───── EXTRACTED MATERIAL
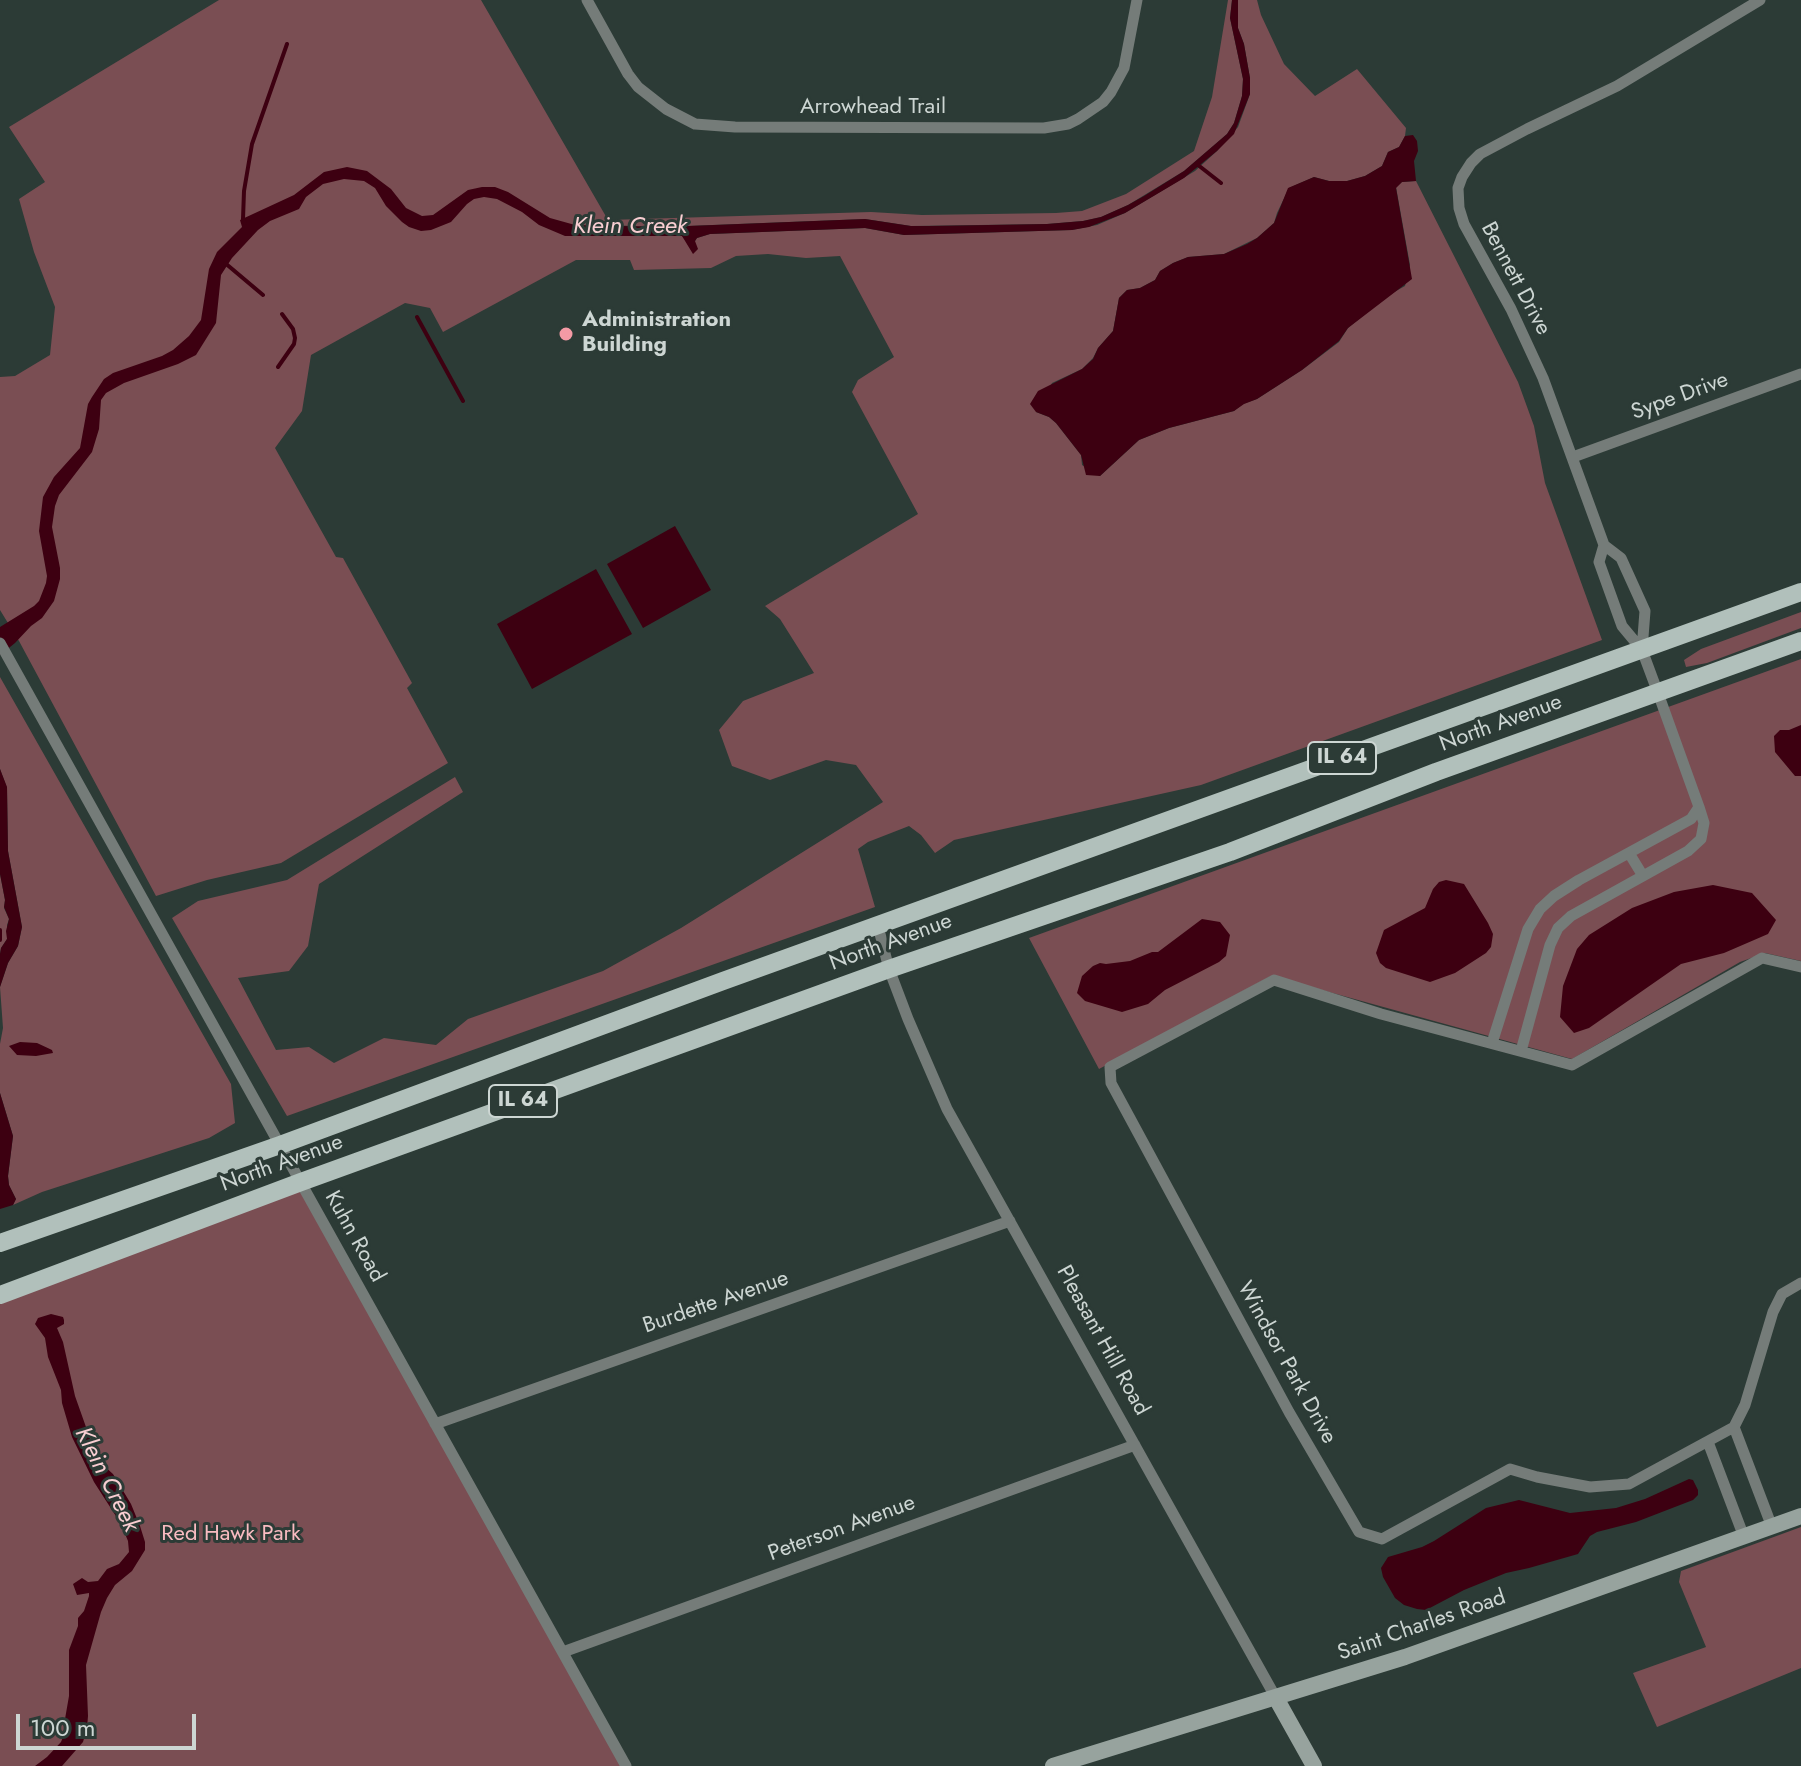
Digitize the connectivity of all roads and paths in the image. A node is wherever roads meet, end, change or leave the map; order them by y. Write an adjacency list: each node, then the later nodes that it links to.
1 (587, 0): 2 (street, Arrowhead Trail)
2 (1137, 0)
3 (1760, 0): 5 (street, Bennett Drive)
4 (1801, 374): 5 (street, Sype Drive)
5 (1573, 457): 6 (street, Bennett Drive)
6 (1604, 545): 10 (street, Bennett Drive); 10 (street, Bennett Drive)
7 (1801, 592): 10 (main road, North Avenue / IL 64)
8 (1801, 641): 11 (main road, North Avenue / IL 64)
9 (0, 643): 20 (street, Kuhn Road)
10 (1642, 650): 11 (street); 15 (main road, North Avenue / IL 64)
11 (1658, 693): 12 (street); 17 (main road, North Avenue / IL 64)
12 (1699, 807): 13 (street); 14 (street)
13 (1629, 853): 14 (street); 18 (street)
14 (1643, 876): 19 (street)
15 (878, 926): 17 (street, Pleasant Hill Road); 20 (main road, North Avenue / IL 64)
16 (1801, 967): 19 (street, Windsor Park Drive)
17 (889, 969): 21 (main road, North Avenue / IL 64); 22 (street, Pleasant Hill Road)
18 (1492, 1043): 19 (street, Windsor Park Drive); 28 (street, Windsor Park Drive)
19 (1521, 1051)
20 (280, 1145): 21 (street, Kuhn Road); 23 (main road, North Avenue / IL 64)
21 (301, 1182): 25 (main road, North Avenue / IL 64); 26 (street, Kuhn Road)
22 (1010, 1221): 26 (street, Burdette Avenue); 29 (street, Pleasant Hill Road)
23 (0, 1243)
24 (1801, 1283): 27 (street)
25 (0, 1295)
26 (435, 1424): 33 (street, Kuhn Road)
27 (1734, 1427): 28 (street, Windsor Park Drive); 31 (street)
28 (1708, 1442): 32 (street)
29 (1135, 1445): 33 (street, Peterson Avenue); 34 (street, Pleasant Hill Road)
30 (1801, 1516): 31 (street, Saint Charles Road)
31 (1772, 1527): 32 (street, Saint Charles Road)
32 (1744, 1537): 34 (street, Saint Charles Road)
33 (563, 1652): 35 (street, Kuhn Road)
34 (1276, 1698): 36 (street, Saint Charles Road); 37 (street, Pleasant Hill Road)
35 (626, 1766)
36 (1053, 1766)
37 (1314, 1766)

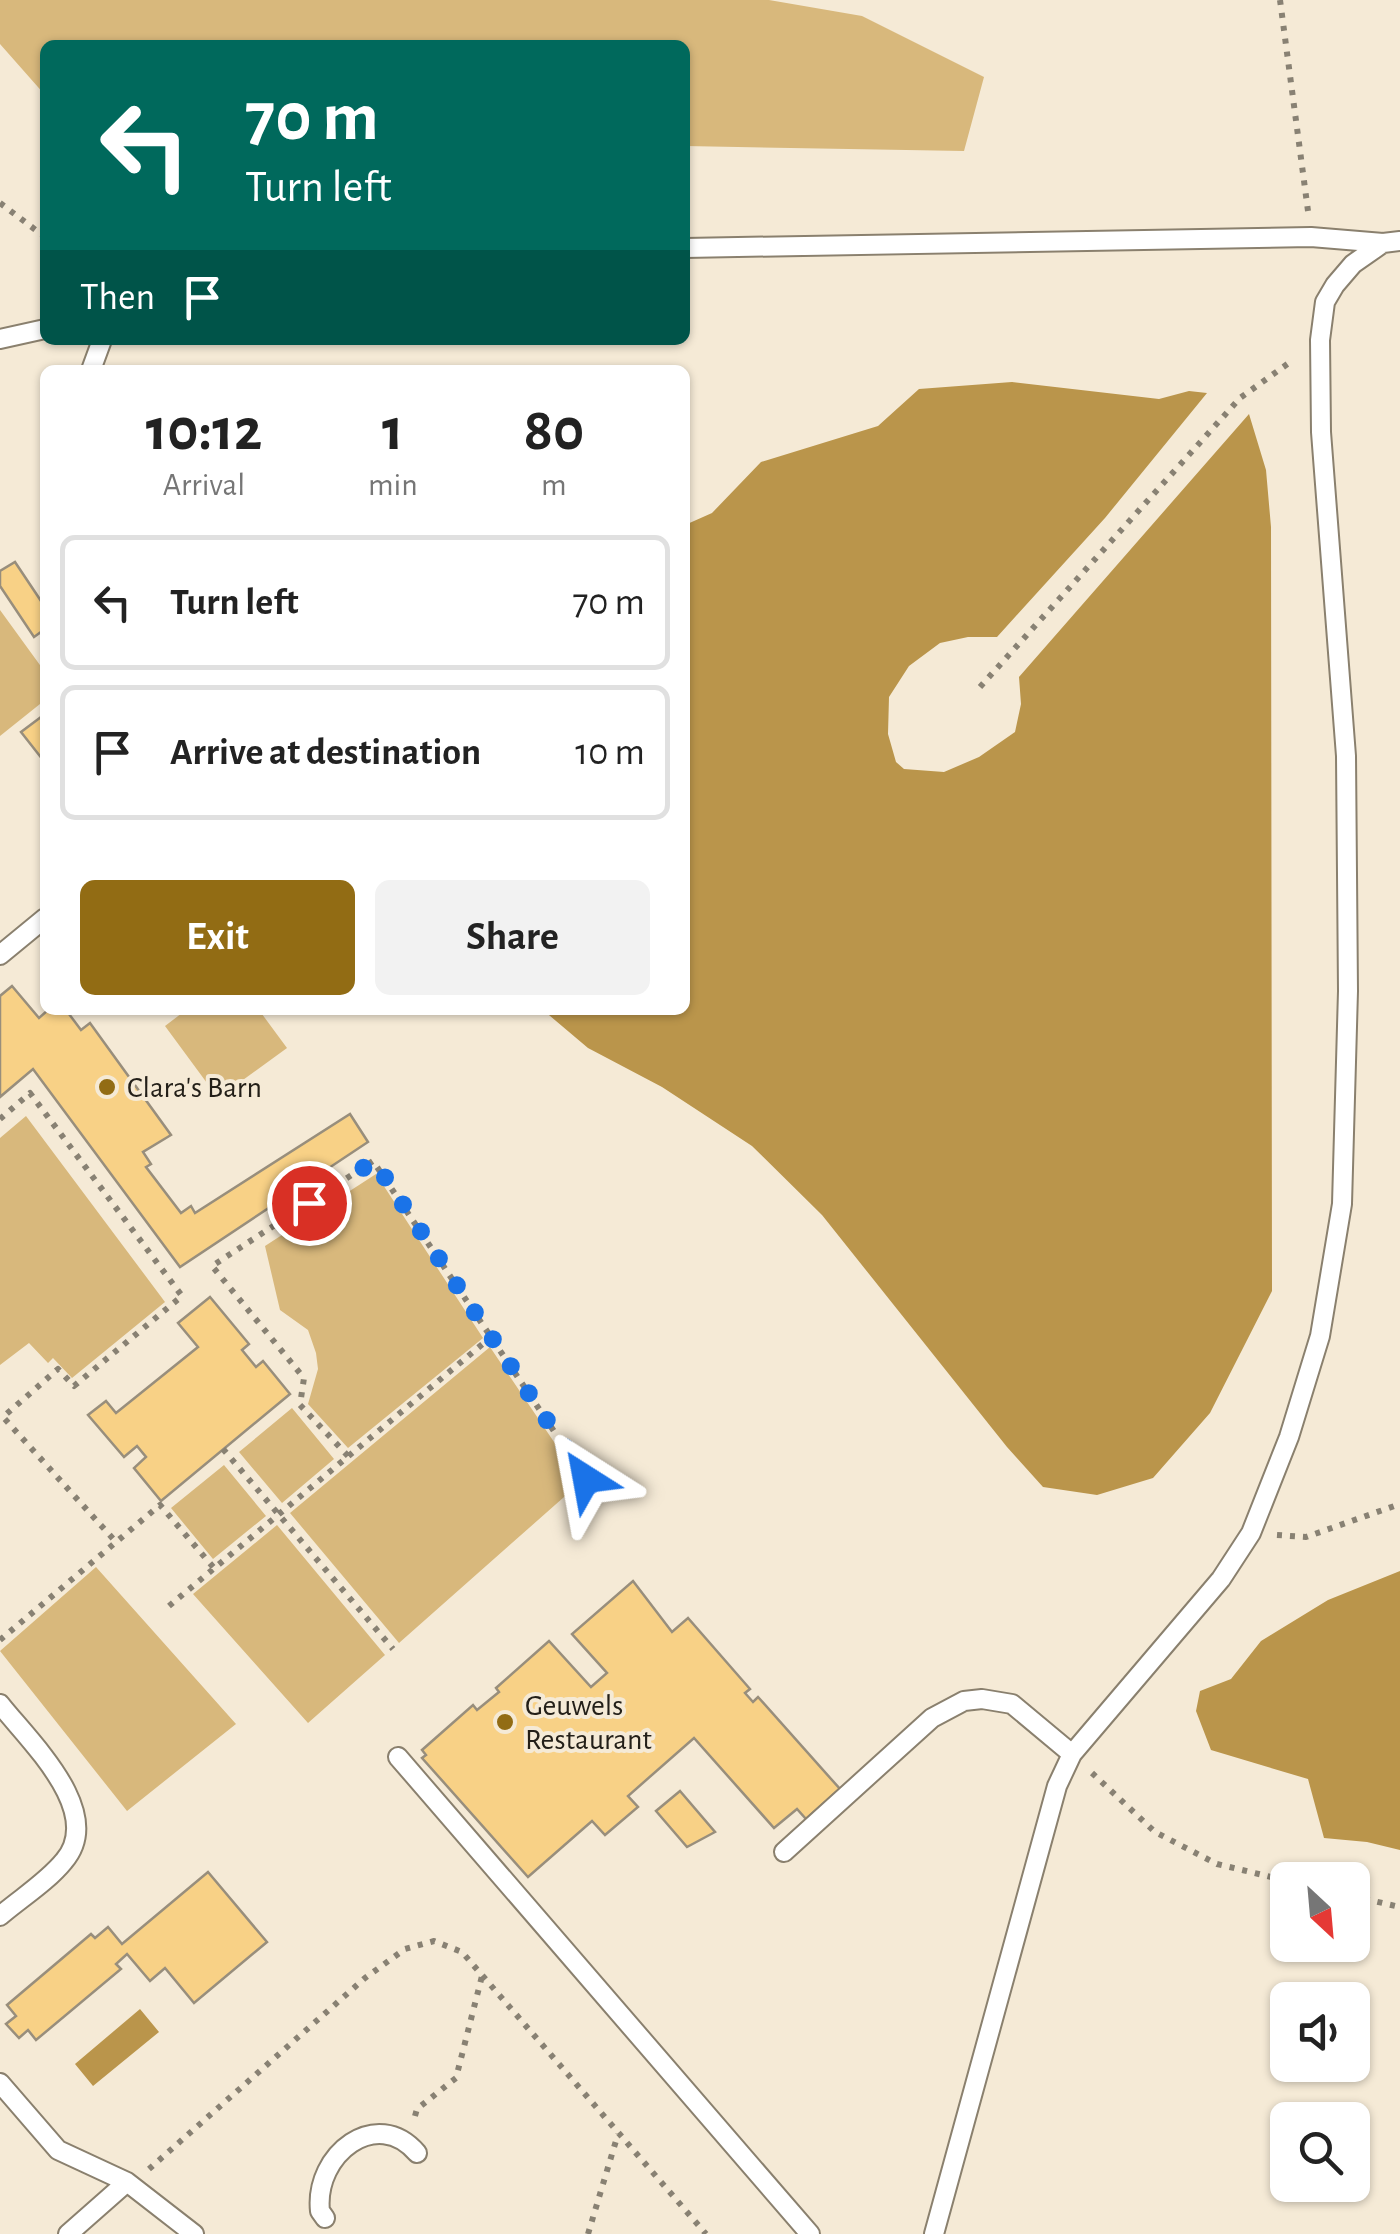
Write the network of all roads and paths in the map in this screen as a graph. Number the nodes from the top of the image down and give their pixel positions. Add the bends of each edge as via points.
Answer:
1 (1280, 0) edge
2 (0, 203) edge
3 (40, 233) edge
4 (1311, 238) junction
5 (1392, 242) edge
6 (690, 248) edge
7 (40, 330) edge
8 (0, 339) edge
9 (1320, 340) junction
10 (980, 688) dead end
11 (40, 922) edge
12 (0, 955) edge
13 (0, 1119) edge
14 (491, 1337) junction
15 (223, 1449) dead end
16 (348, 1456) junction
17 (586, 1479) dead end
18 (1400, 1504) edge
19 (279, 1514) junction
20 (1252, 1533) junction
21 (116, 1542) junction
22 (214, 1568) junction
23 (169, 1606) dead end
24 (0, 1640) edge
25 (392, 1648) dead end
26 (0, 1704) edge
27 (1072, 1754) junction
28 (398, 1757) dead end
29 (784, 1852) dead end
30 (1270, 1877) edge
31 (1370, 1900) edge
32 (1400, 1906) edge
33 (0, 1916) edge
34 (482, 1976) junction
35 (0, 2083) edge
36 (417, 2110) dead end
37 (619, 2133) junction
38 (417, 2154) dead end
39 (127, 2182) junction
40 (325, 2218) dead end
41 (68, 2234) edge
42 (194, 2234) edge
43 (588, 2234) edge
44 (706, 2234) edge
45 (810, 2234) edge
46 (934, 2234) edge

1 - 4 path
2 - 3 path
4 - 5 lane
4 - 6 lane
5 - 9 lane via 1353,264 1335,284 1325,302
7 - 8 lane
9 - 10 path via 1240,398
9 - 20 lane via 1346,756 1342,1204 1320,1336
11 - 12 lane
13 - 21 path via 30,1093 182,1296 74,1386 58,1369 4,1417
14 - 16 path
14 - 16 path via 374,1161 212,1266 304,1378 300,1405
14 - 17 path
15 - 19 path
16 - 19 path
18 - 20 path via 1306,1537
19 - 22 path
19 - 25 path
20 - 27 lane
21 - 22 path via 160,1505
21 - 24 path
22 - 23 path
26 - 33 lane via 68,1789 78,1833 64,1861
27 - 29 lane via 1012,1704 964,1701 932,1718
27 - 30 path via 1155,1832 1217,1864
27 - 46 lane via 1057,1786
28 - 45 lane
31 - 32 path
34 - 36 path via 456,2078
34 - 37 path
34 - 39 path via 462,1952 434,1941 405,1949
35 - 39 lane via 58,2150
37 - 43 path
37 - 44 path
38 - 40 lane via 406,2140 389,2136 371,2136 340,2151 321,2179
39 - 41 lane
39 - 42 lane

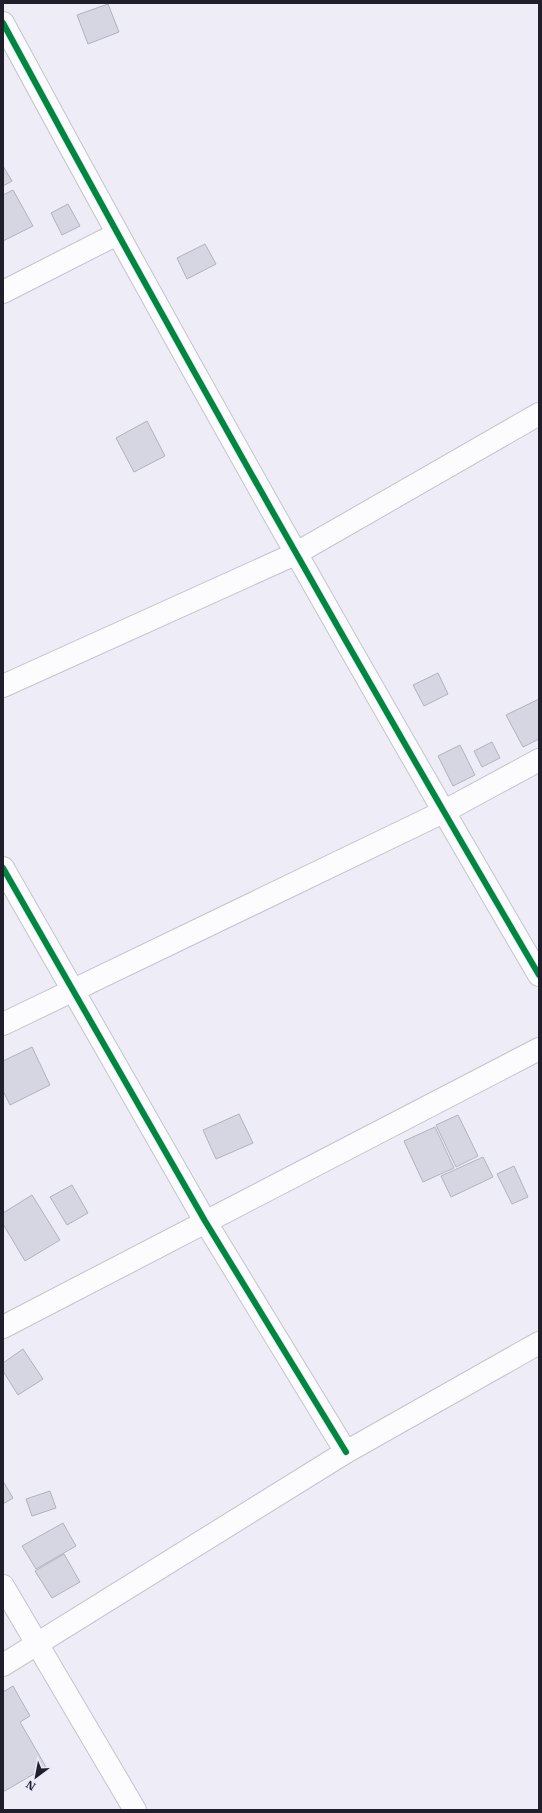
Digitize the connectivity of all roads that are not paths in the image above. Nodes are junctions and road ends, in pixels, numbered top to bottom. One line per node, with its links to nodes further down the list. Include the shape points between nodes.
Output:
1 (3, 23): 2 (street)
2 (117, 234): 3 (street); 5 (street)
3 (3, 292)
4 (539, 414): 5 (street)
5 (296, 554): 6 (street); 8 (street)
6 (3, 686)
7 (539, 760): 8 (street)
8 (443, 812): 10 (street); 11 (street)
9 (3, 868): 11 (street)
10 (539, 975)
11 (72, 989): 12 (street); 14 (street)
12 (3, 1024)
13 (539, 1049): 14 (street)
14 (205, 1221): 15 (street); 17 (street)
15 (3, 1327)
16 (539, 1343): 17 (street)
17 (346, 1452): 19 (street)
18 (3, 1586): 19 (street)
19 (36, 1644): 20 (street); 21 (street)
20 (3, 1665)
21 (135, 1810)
──────────
● **WHAT IS EXPECTED**
Set down word for word the lines from the first entry through the line with "Write the network", both included, omitting pictures.

● **SOLUTION FOR THIS EXERCISE**
Digitize the connectivity of all roads and paths in the image. A node is wherever roads meet, end, change or leave the map; order them by y. Write an adjacency list: each node, then the later nodes that it links to.
1 (587, 0): 2 (street, Arrowhead Trail)
2 (1137, 0)
3 (1760, 0): 5 (street, Bennett Drive)
4 (1801, 374): 5 (street, Sype Drive)
5 (1573, 457): 6 (street, Bennett Drive)
6 (1604, 545): 10 (street, Bennett Drive); 10 (street, Bennett Drive)
7 (1801, 592): 10 (main road, North Avenue / IL 64)
8 (1801, 641): 11 (main road, North Avenue / IL 64)
9 (0, 643): 20 (street, Kuhn Road)
10 (1642, 650): 11 (street); 15 (main road, North Avenue / IL 64)
11 (1658, 693): 12 (street); 17 (main road, North Avenue / IL 64)
12 (1699, 807): 13 (street); 14 (street)
13 (1629, 853): 14 (street); 18 (street)
14 (1643, 876): 19 (street)
15 (878, 926): 17 (street, Pleasant Hill Road); 20 (main road, North Avenue / IL 64)
16 (1801, 967): 19 (street, Windsor Park Drive)
17 (889, 969): 21 (main road, North Avenue / IL 64); 22 (street, Pleasant Hill Road)
18 (1492, 1043): 19 (street, Windsor Park Drive); 28 (street, Windsor Park Drive)
19 (1521, 1051)
20 (280, 1145): 21 (street, Kuhn Road); 23 (main road, North Avenue / IL 64)
21 (301, 1182): 25 (main road, North Avenue / IL 64); 26 (street, Kuhn Road)
22 (1010, 1221): 26 (street, Burdette Avenue); 29 (street, Pleasant Hill Road)
23 (0, 1243)
24 (1801, 1283): 27 (street)
25 (0, 1295)
26 (435, 1424): 33 (street, Kuhn Road)
27 (1734, 1427): 28 (street, Windsor Park Drive); 31 (street)
28 (1708, 1442): 32 (street)
29 (1135, 1445): 33 (street, Peterson Avenue); 34 (street, Pleasant Hill Road)
30 (1801, 1516): 31 (street, Saint Charles Road)
31 (1772, 1527): 32 (street, Saint Charles Road)
32 (1744, 1537): 34 (street, Saint Charles Road)
33 (563, 1652): 35 (street, Kuhn Road)
34 (1276, 1698): 36 (street, Saint Charles Road); 37 (street, Pleasant Hill Road)
35 (626, 1766)
36 (1053, 1766)
37 (1314, 1766)

Write the network of all roads and paths in the map in this screen as a graph. Number the nodes from the top of the image down and give their pixel positions. Add the bends of each edge as via points.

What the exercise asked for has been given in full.